The social pressure to not be a GP, this idea that you are in somewhere not clever anymore (what, did I just get lobotomised overnight?) because you pick this path (which by the way is it’s own college and own specialty training program now, it’s not a matter of finish med school and hang out a shingle), is just status anxiety at it’s ugliest. If I were the sort of person who put more weight in how I appeared to others and less to myself, I might pick a really hard specialty, kill myself passing it, and become the sort of hardened doctor everyone hates. I tell you this now – that uncaring doctor everyone has met was not always like that, once upon a time they really did care until something burned them out.

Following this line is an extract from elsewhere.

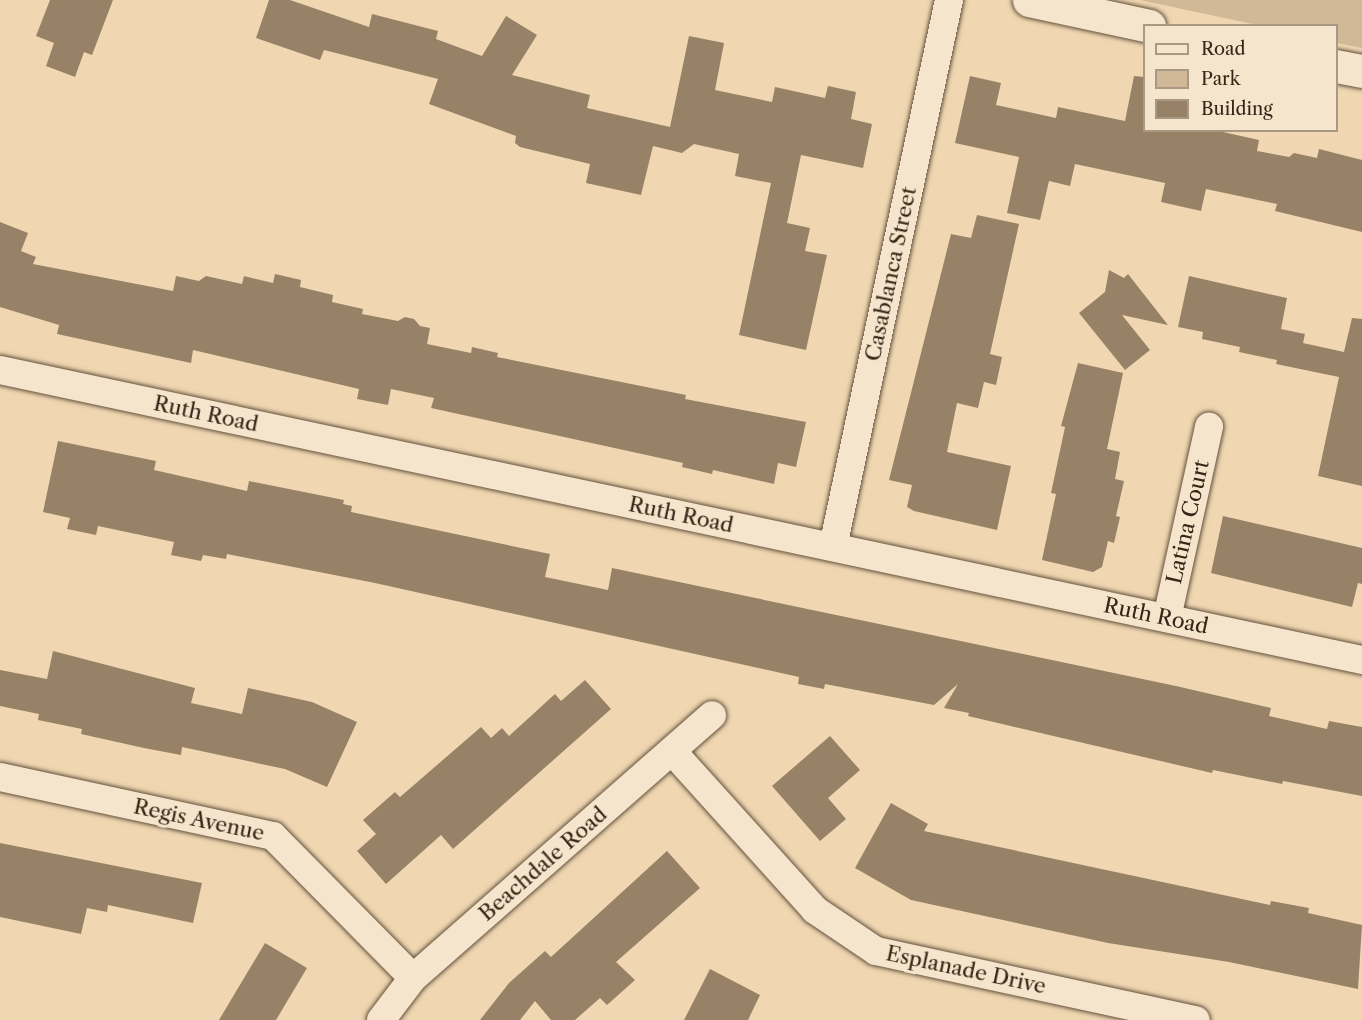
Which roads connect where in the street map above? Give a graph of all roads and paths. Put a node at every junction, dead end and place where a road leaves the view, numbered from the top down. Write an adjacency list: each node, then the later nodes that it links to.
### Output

I got into medical school. I passed the GAMSAT spectacularly. I didn’t fail any exams while training, I kept up with my cohort, I beat them in some areas. I graduated medical school and now I get great feedback from each rotation. Surely that’s enough? Suggesting that GPs are in some way lesser because their college has their shit together in terms of good hours for training and fair exams is the sort of howling insecurity that pervades the field. But it is as it is and in spite of all this, the idea of it is growing on me more and more every day, in spite of what anyone else thinks.
And really, if you don’t define yourself, someone else will and you wont be you anymore.